Last year the Atlantic published an article questioning whether the fringe communities – the suburbs – would become the next slums. (great discussion at Bacon’s Rebellion)
But much of the future decline is likely to occur on the fringes, in towns far away from the central city, not served by rail transit, and lacking any real core. In other words, some of the worst problems are likely to be seen in some of the country’s more recently developed areas—and not only those inhabited by subprime-mortgage borrowers. Many of these areas will become magnets for poverty, crime, and social dysfunction.
Despite this glum forecast for many swaths of suburbia, we should not lose sight of the bigger picture—the shift that’s under way toward walkable urban living is a healthy development. In the most literal sense, it may lead to better personal health and a slimmer population. The environment, of course, will also benefit: if New York City were its own state, it would be the most energy-efficient state in the union; most Manhattanites not only walk or take public transit to get around, they unintentionally share heat with their upstairs neighbors.

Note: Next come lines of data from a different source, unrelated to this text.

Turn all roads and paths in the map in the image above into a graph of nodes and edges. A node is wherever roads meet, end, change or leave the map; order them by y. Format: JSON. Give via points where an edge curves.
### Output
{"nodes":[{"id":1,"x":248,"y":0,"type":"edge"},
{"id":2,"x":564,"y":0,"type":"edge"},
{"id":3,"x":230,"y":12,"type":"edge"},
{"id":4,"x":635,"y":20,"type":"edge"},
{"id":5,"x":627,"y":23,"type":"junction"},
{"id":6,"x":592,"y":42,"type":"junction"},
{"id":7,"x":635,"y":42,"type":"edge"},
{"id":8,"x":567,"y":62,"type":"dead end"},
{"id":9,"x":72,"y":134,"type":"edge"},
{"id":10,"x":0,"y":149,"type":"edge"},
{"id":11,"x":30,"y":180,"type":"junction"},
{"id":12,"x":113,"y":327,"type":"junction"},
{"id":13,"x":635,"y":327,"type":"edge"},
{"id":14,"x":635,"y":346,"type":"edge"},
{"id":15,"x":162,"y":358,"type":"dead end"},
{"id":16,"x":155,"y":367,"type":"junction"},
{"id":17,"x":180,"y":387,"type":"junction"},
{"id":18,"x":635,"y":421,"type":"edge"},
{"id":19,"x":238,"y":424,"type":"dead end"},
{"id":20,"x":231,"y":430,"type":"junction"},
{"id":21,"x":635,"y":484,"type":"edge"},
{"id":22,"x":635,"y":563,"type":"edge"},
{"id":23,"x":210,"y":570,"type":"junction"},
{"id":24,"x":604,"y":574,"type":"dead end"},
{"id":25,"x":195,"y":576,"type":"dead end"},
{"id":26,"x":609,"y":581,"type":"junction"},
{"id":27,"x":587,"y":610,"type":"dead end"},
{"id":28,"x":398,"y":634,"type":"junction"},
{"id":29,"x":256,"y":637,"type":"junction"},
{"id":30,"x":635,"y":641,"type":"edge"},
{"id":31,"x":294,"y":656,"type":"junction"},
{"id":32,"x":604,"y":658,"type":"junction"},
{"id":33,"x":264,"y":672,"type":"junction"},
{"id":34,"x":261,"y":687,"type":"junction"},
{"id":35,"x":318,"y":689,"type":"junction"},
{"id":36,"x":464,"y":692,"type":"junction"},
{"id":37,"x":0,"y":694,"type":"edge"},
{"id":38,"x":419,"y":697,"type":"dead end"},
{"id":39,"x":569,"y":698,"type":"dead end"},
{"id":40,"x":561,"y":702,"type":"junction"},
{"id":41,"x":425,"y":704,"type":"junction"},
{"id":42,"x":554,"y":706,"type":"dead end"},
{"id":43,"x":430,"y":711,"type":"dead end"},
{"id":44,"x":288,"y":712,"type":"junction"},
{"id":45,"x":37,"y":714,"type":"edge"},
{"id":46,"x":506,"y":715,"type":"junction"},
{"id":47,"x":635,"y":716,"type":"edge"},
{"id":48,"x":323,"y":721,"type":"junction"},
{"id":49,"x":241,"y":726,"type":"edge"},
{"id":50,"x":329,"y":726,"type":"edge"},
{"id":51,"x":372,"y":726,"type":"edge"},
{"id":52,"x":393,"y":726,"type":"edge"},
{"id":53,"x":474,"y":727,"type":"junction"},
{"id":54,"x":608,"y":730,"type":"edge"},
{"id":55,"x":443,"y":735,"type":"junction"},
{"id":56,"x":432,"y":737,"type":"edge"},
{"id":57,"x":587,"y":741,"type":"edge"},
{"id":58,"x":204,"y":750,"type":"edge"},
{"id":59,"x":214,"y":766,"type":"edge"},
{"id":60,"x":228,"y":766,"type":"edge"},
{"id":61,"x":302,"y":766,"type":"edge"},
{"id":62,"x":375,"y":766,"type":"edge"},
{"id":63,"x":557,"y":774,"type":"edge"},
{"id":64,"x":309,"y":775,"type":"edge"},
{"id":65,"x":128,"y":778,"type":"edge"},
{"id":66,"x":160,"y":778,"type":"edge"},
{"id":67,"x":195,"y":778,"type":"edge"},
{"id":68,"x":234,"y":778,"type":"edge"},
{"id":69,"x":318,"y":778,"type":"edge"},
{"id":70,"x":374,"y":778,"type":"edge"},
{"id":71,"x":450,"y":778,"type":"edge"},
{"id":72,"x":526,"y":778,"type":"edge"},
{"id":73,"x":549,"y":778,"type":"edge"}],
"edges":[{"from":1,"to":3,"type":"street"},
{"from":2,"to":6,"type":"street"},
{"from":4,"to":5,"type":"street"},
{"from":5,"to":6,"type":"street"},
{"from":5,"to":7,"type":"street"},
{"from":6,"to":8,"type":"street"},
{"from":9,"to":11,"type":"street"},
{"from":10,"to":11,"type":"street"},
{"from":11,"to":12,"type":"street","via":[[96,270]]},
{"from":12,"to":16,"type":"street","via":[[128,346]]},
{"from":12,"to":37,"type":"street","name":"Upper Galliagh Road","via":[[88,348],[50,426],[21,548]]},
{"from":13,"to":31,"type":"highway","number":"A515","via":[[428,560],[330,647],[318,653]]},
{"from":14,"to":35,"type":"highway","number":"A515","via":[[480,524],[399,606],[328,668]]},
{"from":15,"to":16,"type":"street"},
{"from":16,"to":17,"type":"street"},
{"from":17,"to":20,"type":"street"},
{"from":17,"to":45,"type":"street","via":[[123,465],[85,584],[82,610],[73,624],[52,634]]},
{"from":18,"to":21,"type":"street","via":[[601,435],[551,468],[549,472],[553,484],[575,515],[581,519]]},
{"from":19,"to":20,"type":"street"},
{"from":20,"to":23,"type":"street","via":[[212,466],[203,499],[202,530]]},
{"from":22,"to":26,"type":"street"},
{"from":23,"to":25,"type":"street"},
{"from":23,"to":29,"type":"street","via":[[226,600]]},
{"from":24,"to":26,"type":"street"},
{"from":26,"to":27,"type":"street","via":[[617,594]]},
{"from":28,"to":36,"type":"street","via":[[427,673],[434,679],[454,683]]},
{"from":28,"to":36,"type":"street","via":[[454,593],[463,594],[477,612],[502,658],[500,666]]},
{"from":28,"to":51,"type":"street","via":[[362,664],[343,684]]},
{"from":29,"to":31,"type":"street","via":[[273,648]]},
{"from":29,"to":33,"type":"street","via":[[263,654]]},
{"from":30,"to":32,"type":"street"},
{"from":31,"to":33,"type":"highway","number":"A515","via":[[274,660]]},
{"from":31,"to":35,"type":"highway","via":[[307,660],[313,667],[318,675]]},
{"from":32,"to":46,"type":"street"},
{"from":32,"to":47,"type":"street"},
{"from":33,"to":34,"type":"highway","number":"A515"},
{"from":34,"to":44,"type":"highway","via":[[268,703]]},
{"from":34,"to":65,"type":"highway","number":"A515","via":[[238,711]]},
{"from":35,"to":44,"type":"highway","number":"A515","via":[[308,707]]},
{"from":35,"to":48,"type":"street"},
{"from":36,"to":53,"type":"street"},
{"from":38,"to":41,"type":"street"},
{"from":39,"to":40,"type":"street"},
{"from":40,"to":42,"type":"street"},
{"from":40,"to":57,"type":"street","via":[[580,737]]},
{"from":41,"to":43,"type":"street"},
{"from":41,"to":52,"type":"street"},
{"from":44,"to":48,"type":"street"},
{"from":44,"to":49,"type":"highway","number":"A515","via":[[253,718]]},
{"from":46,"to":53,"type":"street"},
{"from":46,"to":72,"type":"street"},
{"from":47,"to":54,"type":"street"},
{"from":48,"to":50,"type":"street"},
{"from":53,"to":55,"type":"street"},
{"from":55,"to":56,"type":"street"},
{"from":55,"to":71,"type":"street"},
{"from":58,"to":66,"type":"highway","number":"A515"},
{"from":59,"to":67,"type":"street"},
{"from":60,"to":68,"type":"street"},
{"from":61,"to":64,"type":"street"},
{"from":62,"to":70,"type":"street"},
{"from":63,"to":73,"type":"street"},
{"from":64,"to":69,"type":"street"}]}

Perhaps most important, the shift to walkable urban environments will give more people what they seem to want. I doubt the swing toward urban living will ever proceed as far as the swing toward the suburbs did in the 20th century; many people will still prefer the bigger houses and car-based lifestyles of conventional suburbs. But there will almost certainly be more of a balance between walkable and drivable communities—allowing people in most areas a wider variety of choices.
For what it’s worth, I see the Charlottesville and the surrounding communities as being “close enough” to each other with enough “town centers” to support self-sufficient communities outside of the City center. (see this Charlottesville relocation map).
Most things in and around Charlottesville are within 15 minutes or so of everything. The “exurbs” – Palmyra, Ruckersville, Gordonsville – are developing and branding their own identities, independent of Charlottesville. We just don’t have the huge swaths of vacant land with unfinished homes miles and miles away from an urban center.
Now Allison Arieff at the New York Times asks (hat tip: Waldo):
For a long time now I’ve been obsessed with suburban and exurban master-planned communities and how to make them better. But as the economy and the mortgage crisis just seem to get worse, and gas prices continue to plunge, the issues around housing have changed dramatically. The problem now isn’t really how to better design homes and communities, but rather what are we going to do with all the homes and communities we’re left with.
In urban areas, there’s rich precedent for the transformation or reuse of abandoned lots or buildings. Vacant lots have been converted into pocket parks, community gardens and pop-up stores (or they remain vacant, anxiously awaiting recovery and subsequent conversion into high-end office space condos). Old homes get divided into apartments, old factories into lofts, old warehouses into retail.…
But similar transformation within the carefully delineated form of a subdivision is not so simple. These insta-neighborhoods were not designed or built for flexibility or change.
So what to do with the abandoned houses, the houses that were never completed or the land that was razed for building and now sits empty?